Archive for the 'play' Category

Happy Birthday! (late and early)

Laurie N. Taylor February 13th, 2008

Homecoming Parade Cake FloatUF’s Libraries is a great work environment, as is the Digital Library Center in particular. We’re all friendly and fun, and this week we’re having a triple birthday celebration with three people having birthdays within the week. In light of our collective birthdays, and our hard work with nearly 1.5 million pages in the Digital Collections and more loading each day (and many audio and video files that can’t be counted in pages), these pictures are for us!

There are more birthday-related pictures here.

ARG-tastic Material (ARG=Augmented Reality Game)

Laurie N. Taylor January 21st, 2008

University of Pittsburgh Library ID Card Listing ExampleAugment or alternative reality games combine the digital and the physical to create innovative and interactive games. Notable examples could include geocaching games, and games where players decode information on websites to find information on other websites, call or email the “decrypted” phone numbers or email addresses, or any one of many other activities based on the information learned from the digital site. The real play of ARGs comes through in the back-and-forth from digital to non-digital and in the gaming communities these types of games create. While I’m familiar with ARGs from game studies, it seems like some library and archival materials almost invoke the concept with as oddities that seem to need to be used in some way.

The image above is an example from the USX National Defense Program, Identification Card Listings - 1940’s Series (Source: UE/Labor 91:6, Archives Service Center, University of Pittsburgh.). The University of Pittsburgh Library’s website explains the origin of these ID cards:

In the 1940’s, workers at US Steel’s National Works (sometimes known as the Tube Works) in McKeesport, were photographed for identification cards, which also provide social data on individual workers. The Archives Service Center is hereby making available a name index to its collection of these cards, numbering more than 10,000 in all, approximately 25% of which contain the abovementioned thumb-nail sized photographs. The social data on the cards have thus far been used for a variety of scholarly research projects: e.g. for a study and oral history on women crane operators at the National Works during WWII and for a book on Jews of Hungarian background who worked there. By combining cards belonging to members of a given, defined group, one can form conclusions about the connections between race/ethnicity and job classification or promotion, or about the geographic origins of selected groups.

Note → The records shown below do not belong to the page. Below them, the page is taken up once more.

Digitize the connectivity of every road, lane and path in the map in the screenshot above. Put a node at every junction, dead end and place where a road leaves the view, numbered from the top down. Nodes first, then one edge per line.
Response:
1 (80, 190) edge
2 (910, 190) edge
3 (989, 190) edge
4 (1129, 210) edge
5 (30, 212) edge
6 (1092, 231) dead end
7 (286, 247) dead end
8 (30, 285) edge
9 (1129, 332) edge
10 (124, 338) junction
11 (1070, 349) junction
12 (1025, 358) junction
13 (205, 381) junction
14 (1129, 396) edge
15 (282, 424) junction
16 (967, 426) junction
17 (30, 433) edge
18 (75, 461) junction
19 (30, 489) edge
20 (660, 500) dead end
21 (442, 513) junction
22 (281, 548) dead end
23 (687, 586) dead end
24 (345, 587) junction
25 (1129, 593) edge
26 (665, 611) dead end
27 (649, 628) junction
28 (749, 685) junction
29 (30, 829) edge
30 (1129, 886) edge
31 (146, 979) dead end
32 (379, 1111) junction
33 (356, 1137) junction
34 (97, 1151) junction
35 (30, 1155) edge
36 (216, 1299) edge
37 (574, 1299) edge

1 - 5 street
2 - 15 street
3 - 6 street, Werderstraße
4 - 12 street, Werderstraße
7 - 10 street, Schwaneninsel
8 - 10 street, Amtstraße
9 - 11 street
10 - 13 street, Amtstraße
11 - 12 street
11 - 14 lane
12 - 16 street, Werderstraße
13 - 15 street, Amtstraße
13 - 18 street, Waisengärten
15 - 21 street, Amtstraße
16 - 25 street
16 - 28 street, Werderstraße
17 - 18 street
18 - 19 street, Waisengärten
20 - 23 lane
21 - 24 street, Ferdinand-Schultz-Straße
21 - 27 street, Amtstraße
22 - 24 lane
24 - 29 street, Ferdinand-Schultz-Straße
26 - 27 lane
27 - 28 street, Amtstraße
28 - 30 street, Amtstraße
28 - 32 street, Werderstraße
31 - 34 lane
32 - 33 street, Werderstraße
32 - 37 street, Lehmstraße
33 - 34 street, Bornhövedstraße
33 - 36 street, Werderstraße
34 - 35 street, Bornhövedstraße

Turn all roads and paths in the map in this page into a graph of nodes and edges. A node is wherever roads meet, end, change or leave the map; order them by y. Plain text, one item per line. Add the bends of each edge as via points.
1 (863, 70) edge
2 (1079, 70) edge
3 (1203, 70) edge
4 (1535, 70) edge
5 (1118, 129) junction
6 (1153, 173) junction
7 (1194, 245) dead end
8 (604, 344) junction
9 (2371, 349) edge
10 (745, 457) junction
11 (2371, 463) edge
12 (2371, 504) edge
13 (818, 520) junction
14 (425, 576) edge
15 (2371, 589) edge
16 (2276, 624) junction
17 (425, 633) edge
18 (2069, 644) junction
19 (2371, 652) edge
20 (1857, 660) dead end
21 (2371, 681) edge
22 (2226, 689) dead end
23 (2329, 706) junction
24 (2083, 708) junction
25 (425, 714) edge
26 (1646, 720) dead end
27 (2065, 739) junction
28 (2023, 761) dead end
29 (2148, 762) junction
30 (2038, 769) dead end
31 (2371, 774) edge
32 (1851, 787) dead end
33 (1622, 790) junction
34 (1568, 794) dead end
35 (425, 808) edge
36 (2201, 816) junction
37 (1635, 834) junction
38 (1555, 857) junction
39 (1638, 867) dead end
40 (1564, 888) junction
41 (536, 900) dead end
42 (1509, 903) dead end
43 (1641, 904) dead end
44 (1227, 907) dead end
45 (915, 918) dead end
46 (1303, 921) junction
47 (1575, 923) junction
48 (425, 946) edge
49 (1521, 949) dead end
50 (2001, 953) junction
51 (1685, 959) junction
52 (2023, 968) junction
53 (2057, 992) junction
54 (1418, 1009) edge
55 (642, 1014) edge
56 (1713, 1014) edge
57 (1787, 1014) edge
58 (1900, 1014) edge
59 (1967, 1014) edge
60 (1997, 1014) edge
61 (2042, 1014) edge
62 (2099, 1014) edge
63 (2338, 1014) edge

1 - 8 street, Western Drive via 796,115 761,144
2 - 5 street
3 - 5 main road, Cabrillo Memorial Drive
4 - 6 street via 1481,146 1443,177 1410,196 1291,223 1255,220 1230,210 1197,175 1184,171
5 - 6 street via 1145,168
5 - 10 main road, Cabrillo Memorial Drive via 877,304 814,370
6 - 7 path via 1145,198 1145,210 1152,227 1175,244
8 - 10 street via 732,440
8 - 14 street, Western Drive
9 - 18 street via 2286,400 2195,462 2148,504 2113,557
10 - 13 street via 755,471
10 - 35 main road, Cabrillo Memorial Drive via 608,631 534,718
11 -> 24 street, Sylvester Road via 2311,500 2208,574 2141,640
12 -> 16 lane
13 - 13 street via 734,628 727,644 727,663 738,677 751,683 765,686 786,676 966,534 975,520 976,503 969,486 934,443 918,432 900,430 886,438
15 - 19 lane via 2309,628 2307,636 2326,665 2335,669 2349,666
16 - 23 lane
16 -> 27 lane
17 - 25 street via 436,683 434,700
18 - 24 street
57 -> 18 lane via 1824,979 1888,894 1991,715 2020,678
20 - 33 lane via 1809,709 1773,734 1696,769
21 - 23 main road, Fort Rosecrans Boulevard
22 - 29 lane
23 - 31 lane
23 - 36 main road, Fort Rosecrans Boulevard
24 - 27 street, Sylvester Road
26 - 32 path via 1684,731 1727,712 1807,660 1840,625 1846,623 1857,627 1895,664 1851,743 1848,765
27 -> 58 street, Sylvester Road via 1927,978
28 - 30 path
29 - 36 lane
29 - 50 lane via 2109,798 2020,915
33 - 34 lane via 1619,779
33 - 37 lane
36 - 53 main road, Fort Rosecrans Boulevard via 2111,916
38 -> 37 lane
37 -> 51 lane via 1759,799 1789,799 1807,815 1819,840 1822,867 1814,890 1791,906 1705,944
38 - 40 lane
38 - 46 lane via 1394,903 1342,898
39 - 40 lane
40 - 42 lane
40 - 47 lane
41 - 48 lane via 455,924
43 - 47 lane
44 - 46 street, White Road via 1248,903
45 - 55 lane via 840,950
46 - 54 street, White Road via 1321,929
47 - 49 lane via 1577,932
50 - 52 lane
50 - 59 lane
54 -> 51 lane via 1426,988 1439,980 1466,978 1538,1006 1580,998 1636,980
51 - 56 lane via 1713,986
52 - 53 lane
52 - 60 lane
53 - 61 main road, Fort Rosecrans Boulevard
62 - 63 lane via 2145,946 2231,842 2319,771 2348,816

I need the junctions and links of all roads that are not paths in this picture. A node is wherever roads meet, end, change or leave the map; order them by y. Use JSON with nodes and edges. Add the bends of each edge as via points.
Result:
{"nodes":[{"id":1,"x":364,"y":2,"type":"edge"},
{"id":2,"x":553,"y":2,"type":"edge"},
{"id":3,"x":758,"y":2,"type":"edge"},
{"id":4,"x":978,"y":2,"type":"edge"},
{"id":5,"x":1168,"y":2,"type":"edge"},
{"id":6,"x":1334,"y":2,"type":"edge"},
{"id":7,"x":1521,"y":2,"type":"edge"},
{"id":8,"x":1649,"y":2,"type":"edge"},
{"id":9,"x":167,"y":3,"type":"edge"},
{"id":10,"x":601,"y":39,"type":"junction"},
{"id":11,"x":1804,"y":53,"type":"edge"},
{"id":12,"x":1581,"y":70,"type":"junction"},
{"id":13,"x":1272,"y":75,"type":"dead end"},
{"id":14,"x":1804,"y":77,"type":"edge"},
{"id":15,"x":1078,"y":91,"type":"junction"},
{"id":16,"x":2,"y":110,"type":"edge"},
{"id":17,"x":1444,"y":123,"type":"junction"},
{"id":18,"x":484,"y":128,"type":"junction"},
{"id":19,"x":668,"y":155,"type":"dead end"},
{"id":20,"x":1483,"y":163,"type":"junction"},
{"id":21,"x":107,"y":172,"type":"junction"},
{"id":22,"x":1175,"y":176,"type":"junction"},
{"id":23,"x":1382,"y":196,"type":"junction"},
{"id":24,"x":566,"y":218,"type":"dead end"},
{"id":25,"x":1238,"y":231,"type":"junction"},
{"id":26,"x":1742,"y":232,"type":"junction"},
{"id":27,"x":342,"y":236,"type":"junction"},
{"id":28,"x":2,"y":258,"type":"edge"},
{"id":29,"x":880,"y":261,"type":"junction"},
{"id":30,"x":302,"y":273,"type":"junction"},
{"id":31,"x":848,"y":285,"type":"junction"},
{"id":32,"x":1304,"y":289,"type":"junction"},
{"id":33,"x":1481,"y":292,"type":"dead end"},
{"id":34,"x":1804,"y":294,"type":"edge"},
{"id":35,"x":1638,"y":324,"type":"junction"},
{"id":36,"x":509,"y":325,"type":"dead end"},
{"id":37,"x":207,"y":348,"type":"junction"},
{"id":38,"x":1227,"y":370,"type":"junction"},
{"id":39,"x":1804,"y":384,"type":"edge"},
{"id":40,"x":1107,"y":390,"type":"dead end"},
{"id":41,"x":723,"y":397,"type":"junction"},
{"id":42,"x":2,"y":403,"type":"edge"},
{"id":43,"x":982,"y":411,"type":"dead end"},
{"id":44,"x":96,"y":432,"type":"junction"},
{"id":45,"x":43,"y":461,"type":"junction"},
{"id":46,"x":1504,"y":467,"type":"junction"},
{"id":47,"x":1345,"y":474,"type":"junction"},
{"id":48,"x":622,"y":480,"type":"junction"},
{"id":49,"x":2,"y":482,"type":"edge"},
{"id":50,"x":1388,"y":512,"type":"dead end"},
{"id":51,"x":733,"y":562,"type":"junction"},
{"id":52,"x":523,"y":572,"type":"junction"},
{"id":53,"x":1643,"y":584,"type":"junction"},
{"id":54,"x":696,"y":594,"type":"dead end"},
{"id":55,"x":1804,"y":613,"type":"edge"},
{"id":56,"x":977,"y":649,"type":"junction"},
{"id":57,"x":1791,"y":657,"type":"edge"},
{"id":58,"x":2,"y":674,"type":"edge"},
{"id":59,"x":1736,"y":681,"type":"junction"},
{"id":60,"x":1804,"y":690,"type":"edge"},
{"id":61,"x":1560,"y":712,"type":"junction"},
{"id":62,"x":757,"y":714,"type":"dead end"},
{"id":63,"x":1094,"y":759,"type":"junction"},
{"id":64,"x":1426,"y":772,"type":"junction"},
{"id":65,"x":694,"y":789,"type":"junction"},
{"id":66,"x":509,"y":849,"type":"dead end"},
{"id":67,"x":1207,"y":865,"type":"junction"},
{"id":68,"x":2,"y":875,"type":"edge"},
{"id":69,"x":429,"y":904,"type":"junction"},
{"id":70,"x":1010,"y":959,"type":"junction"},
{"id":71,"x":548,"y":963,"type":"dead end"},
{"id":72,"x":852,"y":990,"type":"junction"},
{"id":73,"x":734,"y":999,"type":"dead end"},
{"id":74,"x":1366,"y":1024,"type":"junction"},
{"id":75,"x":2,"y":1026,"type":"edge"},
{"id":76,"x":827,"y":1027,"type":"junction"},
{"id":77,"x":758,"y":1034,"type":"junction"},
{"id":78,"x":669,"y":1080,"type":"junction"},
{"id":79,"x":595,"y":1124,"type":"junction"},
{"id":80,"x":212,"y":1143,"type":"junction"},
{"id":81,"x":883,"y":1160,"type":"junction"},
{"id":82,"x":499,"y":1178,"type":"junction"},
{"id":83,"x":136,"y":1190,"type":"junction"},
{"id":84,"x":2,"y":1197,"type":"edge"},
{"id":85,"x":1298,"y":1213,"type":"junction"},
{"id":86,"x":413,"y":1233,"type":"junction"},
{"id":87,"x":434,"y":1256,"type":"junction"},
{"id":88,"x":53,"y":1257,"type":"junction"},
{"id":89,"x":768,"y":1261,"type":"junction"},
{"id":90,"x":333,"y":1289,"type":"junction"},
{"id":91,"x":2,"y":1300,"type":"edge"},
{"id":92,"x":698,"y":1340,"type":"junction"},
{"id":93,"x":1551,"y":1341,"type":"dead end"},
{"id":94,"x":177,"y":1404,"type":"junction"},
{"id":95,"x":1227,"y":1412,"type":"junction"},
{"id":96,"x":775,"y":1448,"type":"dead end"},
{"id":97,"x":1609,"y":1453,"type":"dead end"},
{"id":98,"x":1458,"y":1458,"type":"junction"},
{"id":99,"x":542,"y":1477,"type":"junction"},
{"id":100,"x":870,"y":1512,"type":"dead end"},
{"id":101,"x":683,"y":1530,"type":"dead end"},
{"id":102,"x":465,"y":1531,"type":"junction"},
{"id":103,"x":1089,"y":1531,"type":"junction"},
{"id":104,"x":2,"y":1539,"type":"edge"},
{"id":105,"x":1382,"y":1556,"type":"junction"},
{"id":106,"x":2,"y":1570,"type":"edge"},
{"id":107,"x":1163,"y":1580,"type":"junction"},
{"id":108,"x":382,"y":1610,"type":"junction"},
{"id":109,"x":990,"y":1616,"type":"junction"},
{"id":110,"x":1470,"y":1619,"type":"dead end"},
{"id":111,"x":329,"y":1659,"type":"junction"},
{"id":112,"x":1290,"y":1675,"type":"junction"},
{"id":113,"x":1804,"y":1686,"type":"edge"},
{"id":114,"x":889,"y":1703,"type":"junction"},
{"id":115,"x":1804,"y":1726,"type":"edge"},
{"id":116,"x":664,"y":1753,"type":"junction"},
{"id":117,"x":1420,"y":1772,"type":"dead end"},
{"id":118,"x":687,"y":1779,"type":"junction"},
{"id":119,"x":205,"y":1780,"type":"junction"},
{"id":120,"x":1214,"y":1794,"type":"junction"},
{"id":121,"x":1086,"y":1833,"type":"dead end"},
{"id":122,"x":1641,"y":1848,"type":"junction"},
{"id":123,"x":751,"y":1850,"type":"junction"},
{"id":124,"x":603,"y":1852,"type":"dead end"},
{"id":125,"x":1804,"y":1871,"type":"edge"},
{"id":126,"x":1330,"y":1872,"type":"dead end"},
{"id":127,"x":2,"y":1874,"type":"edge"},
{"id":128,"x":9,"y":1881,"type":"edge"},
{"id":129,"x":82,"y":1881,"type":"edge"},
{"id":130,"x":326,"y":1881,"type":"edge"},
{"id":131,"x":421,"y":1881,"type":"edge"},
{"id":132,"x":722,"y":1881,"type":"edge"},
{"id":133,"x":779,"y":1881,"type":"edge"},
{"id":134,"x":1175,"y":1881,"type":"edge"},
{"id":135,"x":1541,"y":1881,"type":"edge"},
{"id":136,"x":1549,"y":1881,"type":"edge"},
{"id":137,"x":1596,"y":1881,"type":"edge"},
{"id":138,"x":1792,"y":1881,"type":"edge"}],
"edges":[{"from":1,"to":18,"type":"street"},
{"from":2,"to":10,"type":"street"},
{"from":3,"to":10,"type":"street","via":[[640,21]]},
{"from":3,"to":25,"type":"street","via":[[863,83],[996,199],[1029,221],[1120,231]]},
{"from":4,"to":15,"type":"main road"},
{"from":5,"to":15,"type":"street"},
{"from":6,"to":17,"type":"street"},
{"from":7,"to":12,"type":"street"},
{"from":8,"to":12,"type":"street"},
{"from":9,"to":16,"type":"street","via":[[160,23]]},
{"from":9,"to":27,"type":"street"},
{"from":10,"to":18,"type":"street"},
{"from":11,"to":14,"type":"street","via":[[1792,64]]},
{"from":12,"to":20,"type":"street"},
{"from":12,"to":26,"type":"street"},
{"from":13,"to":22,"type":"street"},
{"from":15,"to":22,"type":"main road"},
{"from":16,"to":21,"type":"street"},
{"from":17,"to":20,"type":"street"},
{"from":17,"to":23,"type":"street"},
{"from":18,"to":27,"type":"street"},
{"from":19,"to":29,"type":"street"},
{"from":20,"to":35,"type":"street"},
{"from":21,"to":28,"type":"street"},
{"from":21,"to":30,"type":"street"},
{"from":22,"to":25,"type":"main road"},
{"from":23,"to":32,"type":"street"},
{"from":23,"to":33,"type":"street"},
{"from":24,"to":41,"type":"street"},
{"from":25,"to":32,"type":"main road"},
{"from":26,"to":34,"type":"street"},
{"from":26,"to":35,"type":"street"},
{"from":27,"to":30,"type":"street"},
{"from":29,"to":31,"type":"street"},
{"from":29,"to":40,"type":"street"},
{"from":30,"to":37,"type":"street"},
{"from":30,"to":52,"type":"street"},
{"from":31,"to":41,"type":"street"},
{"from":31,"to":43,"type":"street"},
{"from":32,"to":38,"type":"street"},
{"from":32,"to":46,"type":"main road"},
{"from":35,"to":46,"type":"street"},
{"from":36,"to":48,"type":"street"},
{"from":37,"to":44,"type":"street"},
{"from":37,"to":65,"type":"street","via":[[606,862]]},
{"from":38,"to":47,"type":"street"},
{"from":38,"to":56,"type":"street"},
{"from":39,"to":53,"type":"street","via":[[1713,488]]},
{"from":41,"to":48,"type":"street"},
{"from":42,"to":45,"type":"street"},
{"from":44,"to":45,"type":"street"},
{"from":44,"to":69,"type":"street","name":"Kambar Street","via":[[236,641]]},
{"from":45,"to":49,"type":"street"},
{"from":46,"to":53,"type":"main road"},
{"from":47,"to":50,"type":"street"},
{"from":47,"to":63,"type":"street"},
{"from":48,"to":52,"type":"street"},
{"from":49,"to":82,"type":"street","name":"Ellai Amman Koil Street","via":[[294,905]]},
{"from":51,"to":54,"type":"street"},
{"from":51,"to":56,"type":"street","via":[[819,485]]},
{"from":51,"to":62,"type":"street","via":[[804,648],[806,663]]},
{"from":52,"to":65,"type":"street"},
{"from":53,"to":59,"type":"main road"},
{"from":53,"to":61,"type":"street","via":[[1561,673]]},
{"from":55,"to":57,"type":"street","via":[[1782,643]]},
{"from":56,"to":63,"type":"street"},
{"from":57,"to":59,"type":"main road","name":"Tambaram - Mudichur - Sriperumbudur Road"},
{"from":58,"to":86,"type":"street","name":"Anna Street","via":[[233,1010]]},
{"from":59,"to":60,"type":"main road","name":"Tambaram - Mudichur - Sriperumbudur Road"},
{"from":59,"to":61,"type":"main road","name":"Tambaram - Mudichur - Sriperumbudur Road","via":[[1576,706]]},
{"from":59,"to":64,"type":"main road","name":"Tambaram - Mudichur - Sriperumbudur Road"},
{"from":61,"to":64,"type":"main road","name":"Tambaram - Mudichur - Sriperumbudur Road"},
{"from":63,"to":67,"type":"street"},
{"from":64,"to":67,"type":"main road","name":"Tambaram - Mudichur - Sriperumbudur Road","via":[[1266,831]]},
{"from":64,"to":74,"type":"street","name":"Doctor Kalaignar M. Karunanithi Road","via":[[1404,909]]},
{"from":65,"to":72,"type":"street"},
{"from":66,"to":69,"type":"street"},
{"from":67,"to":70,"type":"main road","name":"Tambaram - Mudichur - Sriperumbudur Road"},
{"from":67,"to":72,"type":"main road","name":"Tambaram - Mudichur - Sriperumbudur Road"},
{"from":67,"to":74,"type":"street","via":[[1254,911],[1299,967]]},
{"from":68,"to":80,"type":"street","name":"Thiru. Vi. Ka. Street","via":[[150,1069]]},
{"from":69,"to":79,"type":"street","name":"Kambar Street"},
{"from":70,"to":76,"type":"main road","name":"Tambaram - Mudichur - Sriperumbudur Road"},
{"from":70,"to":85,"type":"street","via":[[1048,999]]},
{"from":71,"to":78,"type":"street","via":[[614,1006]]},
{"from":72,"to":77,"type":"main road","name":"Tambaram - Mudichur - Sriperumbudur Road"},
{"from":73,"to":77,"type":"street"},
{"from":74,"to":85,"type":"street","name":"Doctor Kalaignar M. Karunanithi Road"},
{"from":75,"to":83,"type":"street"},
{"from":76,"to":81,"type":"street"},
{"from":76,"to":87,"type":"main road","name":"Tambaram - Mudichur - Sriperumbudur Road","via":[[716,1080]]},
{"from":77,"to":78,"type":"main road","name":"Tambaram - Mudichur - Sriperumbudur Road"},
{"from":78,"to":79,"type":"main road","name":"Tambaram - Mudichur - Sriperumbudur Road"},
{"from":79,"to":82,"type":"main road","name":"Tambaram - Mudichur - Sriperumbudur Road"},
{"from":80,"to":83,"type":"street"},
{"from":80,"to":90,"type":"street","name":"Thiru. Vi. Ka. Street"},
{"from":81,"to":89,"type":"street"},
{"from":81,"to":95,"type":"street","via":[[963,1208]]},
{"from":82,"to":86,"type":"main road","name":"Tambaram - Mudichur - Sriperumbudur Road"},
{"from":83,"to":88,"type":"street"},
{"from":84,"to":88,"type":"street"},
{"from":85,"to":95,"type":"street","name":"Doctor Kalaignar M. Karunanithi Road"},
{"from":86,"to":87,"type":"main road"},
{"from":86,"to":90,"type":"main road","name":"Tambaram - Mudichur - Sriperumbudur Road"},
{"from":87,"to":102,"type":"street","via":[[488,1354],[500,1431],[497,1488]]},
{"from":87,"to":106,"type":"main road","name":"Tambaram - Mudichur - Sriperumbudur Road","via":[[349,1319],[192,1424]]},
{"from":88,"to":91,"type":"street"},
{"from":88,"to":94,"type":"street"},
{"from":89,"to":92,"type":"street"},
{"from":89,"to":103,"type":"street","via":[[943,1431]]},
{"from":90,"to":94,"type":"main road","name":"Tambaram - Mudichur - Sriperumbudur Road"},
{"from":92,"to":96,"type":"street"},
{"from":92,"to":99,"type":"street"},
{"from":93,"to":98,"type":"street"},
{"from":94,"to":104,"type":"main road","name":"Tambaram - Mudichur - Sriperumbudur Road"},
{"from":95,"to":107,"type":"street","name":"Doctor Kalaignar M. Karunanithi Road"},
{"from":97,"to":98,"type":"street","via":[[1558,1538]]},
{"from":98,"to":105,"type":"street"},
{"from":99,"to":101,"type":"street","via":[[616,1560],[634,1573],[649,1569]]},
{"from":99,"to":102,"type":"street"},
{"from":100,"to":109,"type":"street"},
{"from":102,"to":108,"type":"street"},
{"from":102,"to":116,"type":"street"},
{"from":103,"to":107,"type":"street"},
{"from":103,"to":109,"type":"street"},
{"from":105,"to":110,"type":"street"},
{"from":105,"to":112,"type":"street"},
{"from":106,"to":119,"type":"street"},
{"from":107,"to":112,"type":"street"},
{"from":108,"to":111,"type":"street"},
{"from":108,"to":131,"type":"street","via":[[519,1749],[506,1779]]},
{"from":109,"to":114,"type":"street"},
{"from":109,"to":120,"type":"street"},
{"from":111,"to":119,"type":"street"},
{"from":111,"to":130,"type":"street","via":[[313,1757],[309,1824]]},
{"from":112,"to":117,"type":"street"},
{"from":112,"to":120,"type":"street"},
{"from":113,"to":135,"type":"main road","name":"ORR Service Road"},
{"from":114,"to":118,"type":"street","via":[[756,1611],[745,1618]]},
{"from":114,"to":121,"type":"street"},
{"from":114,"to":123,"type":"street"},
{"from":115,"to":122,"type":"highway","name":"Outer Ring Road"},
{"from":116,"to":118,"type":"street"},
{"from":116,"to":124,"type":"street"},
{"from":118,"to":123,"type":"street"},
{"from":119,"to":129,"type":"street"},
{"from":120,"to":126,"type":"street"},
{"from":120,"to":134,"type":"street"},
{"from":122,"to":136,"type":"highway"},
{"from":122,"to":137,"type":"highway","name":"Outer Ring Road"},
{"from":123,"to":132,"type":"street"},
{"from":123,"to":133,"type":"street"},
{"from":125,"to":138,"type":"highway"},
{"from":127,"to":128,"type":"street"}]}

The card almost calls out to be used in a game that requires additional research, making it perfect fodder or inspiration for an ARG. With so many related materials on the University of Pittsburgh Library’s site, and with material from places like the Typographical Union,
I’m amazed this hasn’t yet figured into an ARG already. Of course maybe it has, but I just haven’t found it yet. At any rate, wondrous materials like this seem to hide or simply sit waiting in all libraries and museums. Given their historical significance, ability to inspire, and usability for projects like ARGs, it’s hopefully only a matter of time until we all stumble across them through a game or an internet search.

Queen Elizabeth on YouTube

Laurie N. Taylor December 26th, 2007

The Royal ChannelBritain’s Queen Elizabeth is now on YouTube. Since there’s so much in terms of historical footage and in terms of history within that footage, I’m excited to see what this will mean for museums and historical materials. The Queen is on YouTube on The Royal Channel: The Official Channel of the British Monarchy. While many official organizations - political, governmental, and other - have released videos through museums and libraries, it’s interesting to see those materials being added into the regular-user interfaces where people can stumbled across them through the official-and-popular format. Seeing historical footage like “Roses for the Rose Queen” are interesting in themselves and it will be more interesting to see what others do with them, using them for teaching, research, and hopefully new creative projects.

In thinking about the Queen on YouTube, it also seems like Queen Elizabeth is always the correct queen-size, being large and small enough for any format, like the always one and more of the royal “we”. While queen-sized on US women’s clothing is used to mean large or plus-sized, it’s often a normal woman’s size. Like the large-yet-normal-size known as queen-size, Queen Elizabeth seems to be sized appropriately for any media format. Hopefully, other public figures will learn from her appropriate-sizing and size themselves to speak through different media formats in the most appropriate and productive ways possible.

Guitar Hero in the Library!

Laurie N. Taylor December 4th, 2007

UF’s Libraries are testing different methods and uses of the library-buildings as third spaces (the not home and not work, where you go for social time and a break from the confines of home&work). This Thursday we’re testing Guitar Hero in Library West (third floor from 12-2pm). We’ve also set up a game section of our website for events like this and for game-like approaches to traditional library services. It’s fun for us to hone our skills and develop new ones through connecting games and the library, and games are an easy way to break traditional assumptions on what should and should not be in a library.

This event is also great because it was requested by a student, who’s now helping with the planning and set up process. He wanted to do it because he felt Guitar Hero was awesome and he wanted to share. This acceptance of the library as-place and as-information-point is an important shift, and the next steps should be only more fun and more exciting. As more information goes online, new approaches to information (access, spaces, connections) will also require a heavy emphasis on ways to play with and rethink information.